Just saw it recently. It adds subscription support to PostgreSQL, which is the SQL implementation Meteor originally attempted. I reviewed its code once quickly and they seem to be doing a Triggers + Stored Procedure approach to sync with Meteor webservers (and the subscriptions they are currently monitoring). Perhaps PipelineDB provides a more “native” and performant solution for subscriptions, as well as hopefully a simpler interface.
Personally, I think any database support that relies on someone having a special database is doomed to fail. Many people have an existing database with a lot built on top of it, and aren’t excited about changing that.
I think the right solution is going to be having a database connector which is not realtime by default, letting anyone write a basic connector for any database, and then have a way to trigger reactive changes on that as an added feature.
it claims to be “Postgre Compatible.” From the homepage:
PipelineDB is built into the PostgreSQL core and can be used as a drop in replacement for PostgreSQL without making any application code changes. It comes pre-installed with PostGIS and supports all other extensions too.
so basically build non-subscription-based support for, say, MySQL using GraphQL, and then provide an interface (or perhaps raw GraphQL) to make certain queries reactive? It seems everyone is determining that having an entire DB be reactive is just not scalable (to the level we would like, unless maybe it’s Subscribable by default like Datomic)–so it’s best to provide a mechanism to intercept certain queries and make them reactive on the webserver layer, rather than coordinate any subscriptions directly within the DB. In addition, rather than the whole DB be reactive, leave it up to the developer (and provide some helpful tools) to make some queries reactive on a query by query basis. That seems to be why Facebook avoided the LiveQuery approach. @sashko is that the sort of conclusions you’ve come to?

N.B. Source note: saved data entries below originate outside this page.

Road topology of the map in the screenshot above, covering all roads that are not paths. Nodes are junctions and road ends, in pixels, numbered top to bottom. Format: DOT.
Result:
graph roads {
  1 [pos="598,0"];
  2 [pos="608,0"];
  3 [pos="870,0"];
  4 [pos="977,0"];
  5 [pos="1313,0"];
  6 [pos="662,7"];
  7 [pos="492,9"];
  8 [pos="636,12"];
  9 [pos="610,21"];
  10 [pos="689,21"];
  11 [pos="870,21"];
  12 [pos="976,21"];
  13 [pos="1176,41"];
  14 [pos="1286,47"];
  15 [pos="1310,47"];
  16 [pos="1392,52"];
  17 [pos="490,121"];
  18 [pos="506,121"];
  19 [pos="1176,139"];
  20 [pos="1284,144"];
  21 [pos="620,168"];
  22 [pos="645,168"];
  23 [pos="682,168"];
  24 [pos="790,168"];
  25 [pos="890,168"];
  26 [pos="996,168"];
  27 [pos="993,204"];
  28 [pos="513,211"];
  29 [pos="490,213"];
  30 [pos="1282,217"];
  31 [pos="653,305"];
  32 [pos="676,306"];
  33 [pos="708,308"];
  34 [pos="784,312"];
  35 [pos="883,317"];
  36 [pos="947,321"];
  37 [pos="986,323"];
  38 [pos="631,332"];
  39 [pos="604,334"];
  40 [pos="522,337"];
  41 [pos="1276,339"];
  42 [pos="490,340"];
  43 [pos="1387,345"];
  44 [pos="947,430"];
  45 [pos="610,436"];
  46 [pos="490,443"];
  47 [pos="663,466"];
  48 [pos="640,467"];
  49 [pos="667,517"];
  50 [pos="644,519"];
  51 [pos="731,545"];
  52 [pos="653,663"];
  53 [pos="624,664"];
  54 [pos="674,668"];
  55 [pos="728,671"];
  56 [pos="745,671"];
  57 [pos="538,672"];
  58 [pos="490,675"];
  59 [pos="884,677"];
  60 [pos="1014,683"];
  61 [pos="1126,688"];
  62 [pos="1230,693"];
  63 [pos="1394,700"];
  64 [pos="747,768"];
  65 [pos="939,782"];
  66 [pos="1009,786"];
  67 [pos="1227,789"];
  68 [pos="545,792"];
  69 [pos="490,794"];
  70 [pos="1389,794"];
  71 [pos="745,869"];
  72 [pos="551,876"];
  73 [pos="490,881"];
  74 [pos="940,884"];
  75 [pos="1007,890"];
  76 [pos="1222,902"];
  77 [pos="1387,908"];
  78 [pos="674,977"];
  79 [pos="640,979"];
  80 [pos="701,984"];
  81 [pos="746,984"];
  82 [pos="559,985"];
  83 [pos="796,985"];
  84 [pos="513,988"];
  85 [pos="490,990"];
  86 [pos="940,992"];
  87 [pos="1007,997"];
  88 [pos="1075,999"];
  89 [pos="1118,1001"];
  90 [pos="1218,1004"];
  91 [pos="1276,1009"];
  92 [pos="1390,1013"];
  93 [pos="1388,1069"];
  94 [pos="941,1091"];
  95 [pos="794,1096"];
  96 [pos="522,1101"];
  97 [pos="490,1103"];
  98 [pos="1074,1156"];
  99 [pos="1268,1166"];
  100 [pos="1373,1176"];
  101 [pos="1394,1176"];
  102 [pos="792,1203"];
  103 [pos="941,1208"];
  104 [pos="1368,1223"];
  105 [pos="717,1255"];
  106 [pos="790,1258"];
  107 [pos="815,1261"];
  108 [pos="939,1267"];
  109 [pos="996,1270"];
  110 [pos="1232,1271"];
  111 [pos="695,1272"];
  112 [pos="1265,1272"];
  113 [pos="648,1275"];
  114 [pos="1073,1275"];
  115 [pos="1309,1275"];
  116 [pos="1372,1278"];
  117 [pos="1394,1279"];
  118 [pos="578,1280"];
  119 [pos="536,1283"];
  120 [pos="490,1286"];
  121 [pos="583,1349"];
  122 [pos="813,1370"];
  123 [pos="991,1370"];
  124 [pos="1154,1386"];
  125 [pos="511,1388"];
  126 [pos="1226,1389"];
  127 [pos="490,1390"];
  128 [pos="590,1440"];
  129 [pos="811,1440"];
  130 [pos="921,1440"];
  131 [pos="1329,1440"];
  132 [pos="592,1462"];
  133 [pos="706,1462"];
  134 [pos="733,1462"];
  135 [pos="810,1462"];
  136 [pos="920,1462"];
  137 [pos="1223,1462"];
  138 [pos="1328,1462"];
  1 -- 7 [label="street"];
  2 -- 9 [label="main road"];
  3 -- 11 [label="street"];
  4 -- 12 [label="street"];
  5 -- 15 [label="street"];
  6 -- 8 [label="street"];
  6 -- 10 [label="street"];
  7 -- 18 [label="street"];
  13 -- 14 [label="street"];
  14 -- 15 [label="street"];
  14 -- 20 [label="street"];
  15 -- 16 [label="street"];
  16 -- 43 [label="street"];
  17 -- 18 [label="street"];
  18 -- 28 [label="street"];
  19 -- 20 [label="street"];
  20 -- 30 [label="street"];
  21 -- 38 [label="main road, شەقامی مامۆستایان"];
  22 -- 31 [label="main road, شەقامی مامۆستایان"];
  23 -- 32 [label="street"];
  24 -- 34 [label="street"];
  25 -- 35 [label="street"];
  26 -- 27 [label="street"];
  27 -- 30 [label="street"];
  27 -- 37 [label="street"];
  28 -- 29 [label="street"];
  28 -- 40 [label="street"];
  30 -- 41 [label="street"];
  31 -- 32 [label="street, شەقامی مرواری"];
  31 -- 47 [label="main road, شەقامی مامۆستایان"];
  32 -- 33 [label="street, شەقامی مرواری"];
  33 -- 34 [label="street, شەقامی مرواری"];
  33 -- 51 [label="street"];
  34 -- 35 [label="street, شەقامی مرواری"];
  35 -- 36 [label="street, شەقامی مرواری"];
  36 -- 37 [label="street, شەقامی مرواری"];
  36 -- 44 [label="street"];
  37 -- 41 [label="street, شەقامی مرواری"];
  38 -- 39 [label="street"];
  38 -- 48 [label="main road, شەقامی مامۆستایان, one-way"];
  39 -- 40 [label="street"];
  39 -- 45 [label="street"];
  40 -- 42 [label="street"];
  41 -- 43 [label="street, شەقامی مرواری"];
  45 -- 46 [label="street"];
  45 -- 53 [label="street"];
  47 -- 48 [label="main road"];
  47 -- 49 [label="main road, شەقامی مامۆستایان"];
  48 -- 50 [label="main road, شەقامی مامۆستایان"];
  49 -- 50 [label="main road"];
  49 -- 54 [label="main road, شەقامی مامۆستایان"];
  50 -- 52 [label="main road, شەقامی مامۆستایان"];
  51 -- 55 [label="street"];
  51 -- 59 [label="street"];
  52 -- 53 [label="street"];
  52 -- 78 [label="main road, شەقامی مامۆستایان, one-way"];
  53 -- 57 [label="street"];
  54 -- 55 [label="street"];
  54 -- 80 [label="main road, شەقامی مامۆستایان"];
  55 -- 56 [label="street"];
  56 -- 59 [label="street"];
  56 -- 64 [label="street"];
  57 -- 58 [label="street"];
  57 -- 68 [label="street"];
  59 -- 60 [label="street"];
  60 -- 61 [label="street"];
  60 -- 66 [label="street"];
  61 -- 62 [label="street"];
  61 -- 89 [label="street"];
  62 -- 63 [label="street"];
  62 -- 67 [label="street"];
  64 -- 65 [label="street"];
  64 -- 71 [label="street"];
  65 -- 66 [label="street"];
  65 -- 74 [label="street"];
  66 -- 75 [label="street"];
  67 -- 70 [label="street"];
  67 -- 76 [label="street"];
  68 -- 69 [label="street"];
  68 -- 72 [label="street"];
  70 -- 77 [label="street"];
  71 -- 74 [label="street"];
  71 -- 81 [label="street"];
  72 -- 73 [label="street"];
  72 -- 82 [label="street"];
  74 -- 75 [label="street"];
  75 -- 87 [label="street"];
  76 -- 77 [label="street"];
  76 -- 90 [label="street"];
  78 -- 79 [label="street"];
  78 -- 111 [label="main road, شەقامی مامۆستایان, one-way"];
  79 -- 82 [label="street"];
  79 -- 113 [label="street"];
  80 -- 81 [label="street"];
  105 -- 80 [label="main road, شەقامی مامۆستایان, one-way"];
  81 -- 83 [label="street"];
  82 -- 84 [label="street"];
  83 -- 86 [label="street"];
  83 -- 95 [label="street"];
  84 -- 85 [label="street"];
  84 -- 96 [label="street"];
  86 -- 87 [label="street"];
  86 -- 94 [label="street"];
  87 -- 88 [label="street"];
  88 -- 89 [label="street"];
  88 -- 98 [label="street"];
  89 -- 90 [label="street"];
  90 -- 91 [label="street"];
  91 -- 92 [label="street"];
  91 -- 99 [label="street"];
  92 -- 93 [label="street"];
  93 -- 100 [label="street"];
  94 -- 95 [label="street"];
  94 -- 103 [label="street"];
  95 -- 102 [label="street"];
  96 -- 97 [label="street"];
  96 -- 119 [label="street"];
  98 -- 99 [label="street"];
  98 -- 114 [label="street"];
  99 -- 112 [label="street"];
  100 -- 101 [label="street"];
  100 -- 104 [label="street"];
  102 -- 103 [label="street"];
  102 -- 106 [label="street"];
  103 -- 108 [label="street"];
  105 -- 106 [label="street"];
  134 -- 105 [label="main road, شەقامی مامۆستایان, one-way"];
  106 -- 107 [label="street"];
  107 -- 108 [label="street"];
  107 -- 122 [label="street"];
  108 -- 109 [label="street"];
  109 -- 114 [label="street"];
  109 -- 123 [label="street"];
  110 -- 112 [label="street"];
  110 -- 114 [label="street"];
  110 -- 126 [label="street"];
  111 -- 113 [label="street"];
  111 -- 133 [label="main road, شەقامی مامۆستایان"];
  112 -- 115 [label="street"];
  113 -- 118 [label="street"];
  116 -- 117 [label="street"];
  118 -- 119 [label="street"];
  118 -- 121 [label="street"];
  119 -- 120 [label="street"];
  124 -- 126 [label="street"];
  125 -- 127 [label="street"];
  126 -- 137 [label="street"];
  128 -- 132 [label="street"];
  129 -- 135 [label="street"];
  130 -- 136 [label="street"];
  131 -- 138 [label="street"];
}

Are you not seeing it as possible to make, say, MySQL reactive/observable only using the webserver layer? I’ve been wondering for a while what the challenges are there–cuz obviously if someone subscribes to say the most recent 10 comments on an article, then as new comments come in, you need to deem they are part of that subscription. I imagine there are use cases here that just make it impossible to track this properly or have challenges with webservers now maintaining too much state again. I’d love to get a better understanding of the challenges with building subscriptions 100% completely on the webserver layer with no fancy DB support like oplog. How do you see it @sashko?
Yeah, something similar to that. The situation is made much clearer if you realize that a lot of what used to be in “databases” is now in REST APIs or similar, which are never going to get a realtime driver.
@justinsb and I are currently doing some experiments and aren’t ready to discuss details of an approach before validating it a little, but it’s basically aligned with what you’re saying. Expect more details sometime next week probably.
The real trick is going to be doing that while preserving the buttery-smooth data loading experience Meteor had when hard-wired to a specific database, and that’s our top priority.